Sendinblue vs. Constant Contact: Integrations

If you’re running an online business, you won’t use your email marketing software in a vacuum. Instead, it’ll interact with your existing tools – your CRM, analytics platform, eCommerce builder, etc.

Sendinblue

sendinblue integrations - sendinblue vs constant contact

Sendinblue doesn’t boast a massive selection of native integrations. But it does offer a Zapier plugin to get around any limitations. Some of its more popular native integrations include Shopify, WooCommerce, Elementor, BigCommerce, etc.

As a leading email service provider, Sendinblue is constantly upgrading its list of integrations and plugins, with easy connections to everything you need to run a successful campaign. 

Constant Contact

Similarly, Constant Contact also integrates with all the heavy hitters – WordPress, Facebook, Eventbrite, Shopify, Salesforce, Outlook, etc. In fact, there are over 533 apps and integrations available. You can filter through these plugins via keyword, ‘business need,’ ‘industry’ or ‘key attribute.’ Constant Contact’s integrations are neatly categorized using labels like blogging and content management, accounting, event management, ecommerce, loyalty, mobile, social media, and much more.
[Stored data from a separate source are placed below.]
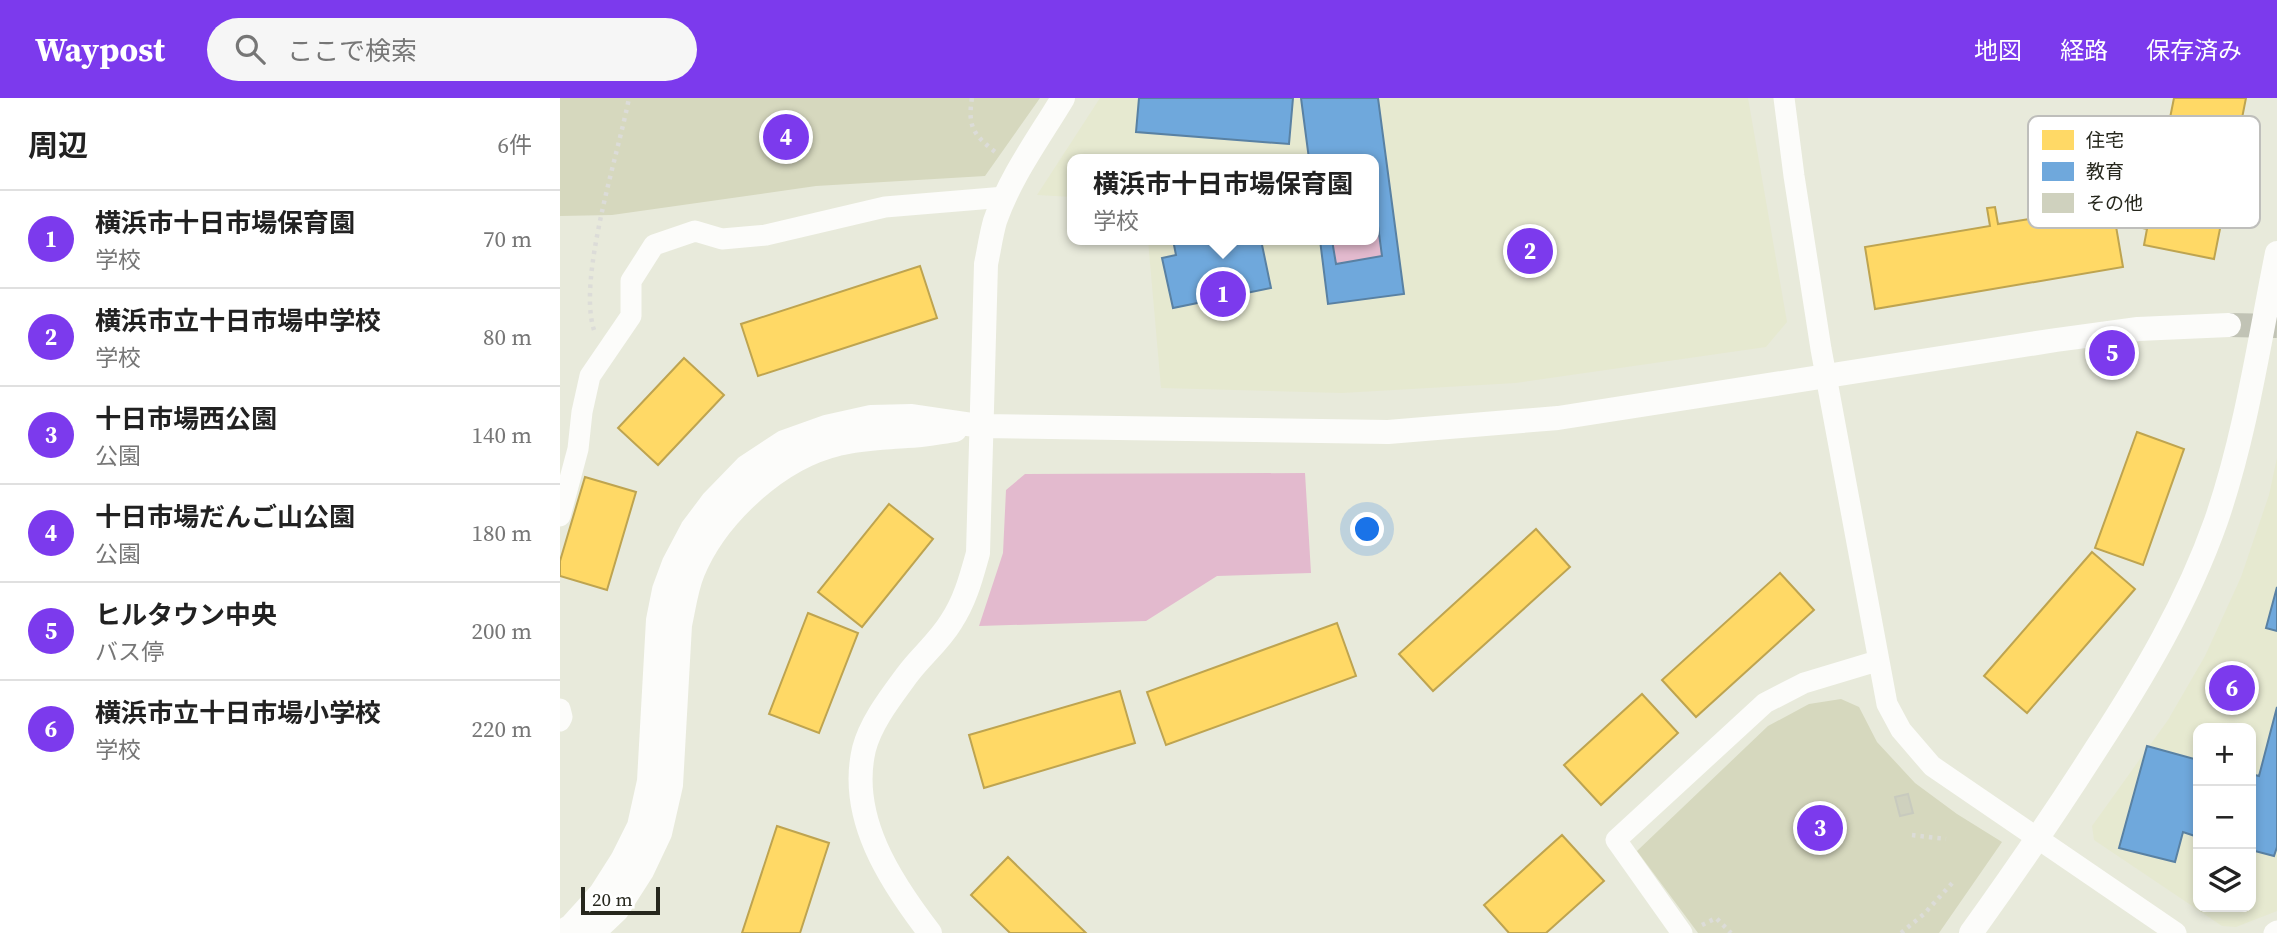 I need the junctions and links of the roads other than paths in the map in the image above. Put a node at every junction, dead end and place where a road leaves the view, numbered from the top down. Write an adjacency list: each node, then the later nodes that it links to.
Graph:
1 (1063, 98): 3 (street)
2 (1784, 98): 6 (street)
3 (1005, 197): 7 (street); 8 (street)
4 (2277, 253): 12 (street)
5 (2229, 325): 6 (street)
6 (1826, 376): 7 (street); 9 (street)
7 (980, 426): 13 (street); 15 (street); 16 (street)
8 (560, 516)
9 (1877, 661): 12 (street); 14 (street)
10 (560, 709): 11 (street)
11 (560, 721)
12 (2039, 839): 17 (street); 18 (street)
13 (924, 931)
14 (1689, 931)
15 (560, 933)
16 (593, 933)
17 (1971, 933)
18 (2176, 933)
The Verdict: Constant Contact

Although Constant Contact wins this round, thanks to its Zapier integration, Sendinblue isn’t under-equipped where integrations are concerned, and its native list of plugins provides all the basics you could need. That said, Constant Contact has tons more native integrations to its name, and as such, it emerges victorious where integrations and apps are concerned.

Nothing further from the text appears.